(Collection entries)
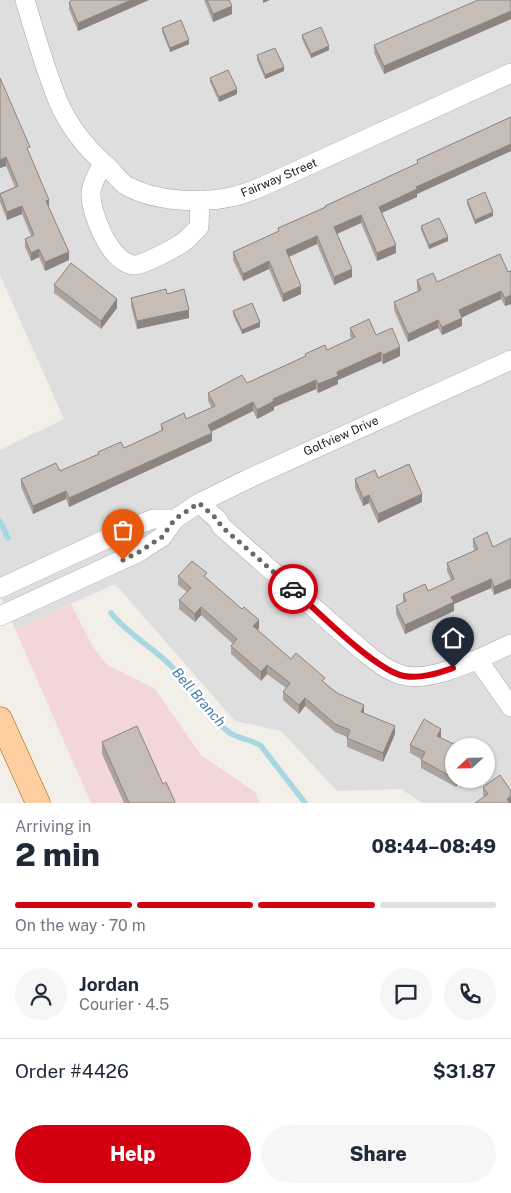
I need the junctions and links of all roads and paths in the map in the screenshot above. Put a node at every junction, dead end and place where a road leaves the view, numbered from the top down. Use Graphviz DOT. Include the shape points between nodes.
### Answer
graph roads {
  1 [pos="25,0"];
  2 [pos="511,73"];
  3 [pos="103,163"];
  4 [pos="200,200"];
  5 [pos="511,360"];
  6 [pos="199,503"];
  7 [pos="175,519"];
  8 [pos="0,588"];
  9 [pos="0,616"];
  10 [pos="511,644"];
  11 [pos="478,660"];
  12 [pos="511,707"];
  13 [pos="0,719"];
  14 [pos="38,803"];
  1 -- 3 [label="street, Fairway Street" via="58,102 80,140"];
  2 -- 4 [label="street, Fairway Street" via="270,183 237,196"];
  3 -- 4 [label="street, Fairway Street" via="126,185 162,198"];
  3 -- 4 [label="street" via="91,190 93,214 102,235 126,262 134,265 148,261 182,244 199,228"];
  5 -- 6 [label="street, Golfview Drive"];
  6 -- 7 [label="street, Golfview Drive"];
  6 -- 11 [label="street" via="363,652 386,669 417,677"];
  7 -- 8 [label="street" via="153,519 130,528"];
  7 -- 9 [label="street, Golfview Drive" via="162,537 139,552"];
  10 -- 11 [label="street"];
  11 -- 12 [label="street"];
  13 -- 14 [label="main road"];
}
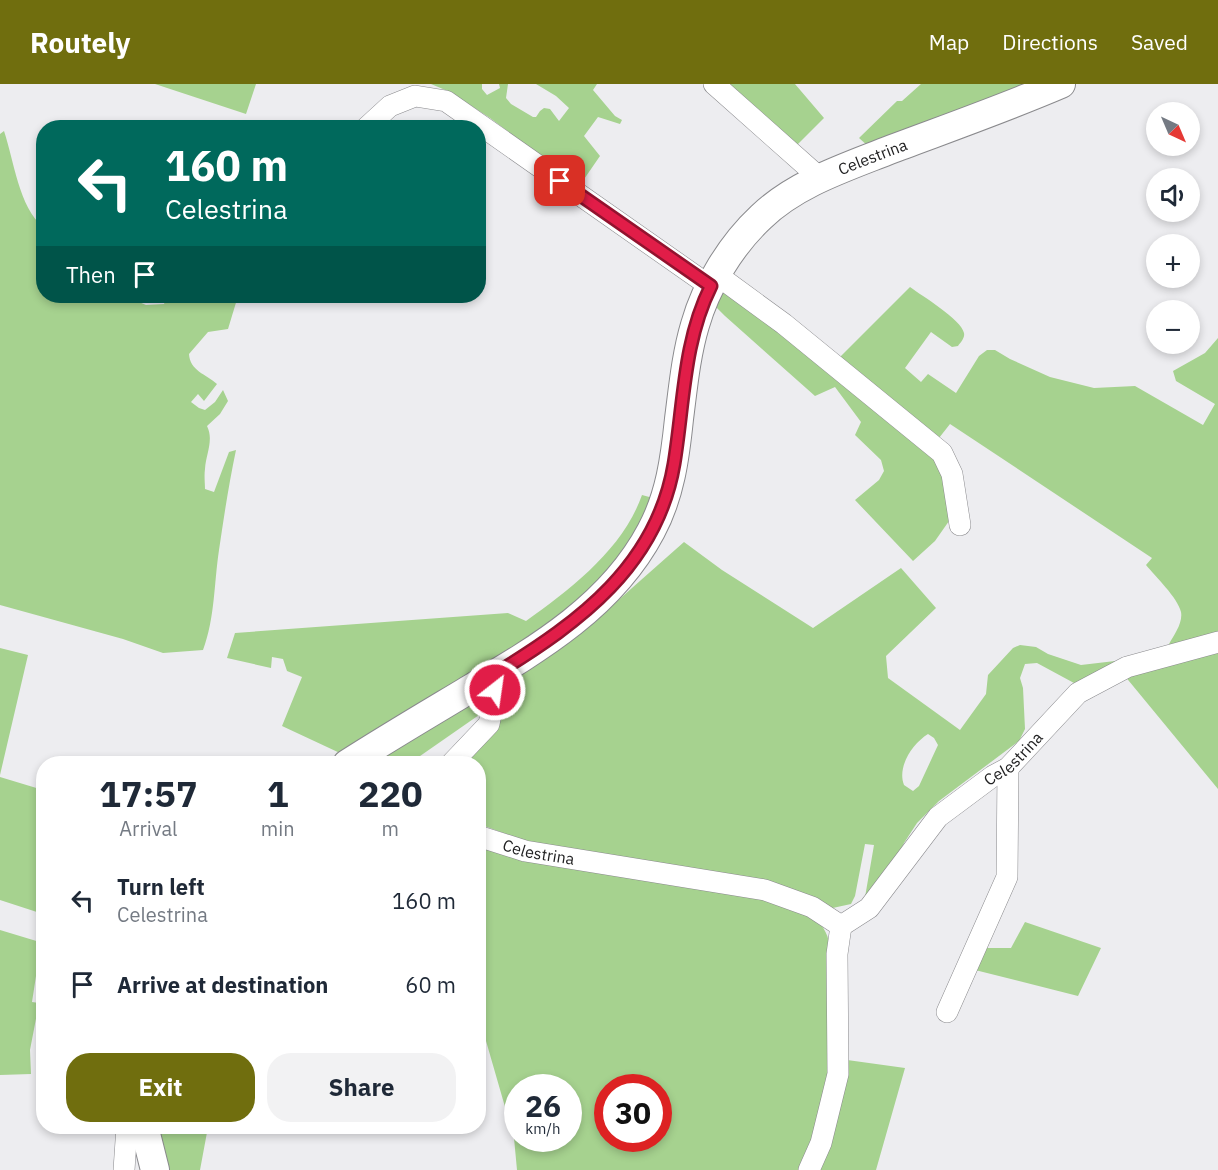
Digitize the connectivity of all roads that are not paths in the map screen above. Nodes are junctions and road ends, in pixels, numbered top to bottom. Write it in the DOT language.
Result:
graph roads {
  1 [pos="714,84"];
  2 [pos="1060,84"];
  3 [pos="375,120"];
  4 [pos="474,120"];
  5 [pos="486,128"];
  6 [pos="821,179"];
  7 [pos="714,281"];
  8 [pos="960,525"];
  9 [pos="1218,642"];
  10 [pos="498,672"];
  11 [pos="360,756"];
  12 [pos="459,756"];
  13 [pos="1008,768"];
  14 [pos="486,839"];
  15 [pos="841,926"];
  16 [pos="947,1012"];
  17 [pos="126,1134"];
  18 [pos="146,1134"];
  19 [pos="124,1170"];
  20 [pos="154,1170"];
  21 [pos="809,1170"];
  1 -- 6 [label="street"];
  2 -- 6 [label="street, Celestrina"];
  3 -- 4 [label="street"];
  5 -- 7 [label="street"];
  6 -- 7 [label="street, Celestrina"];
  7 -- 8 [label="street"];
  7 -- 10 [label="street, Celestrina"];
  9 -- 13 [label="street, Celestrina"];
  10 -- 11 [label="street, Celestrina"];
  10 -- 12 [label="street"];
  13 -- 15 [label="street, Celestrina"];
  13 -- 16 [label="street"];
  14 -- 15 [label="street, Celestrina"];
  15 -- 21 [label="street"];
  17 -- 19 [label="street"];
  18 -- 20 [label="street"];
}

→ **Task instructions**
Filter the entries by the string "paths" and copy each matching line.

→ **Solution below**
I need the junctions and links of all roads and paths in the map in the screenshot above. Put a node at every junction, dead end and place where a road leaves the view, numbered from the top down. Use Graphviz DOT. Include the shape points between nodes.
Digitize the connectivity of all roads that are not paths in the map screen above. Nodes are junctions and road ends, in pixels, numbered top to bottom. Write it in the DOT language.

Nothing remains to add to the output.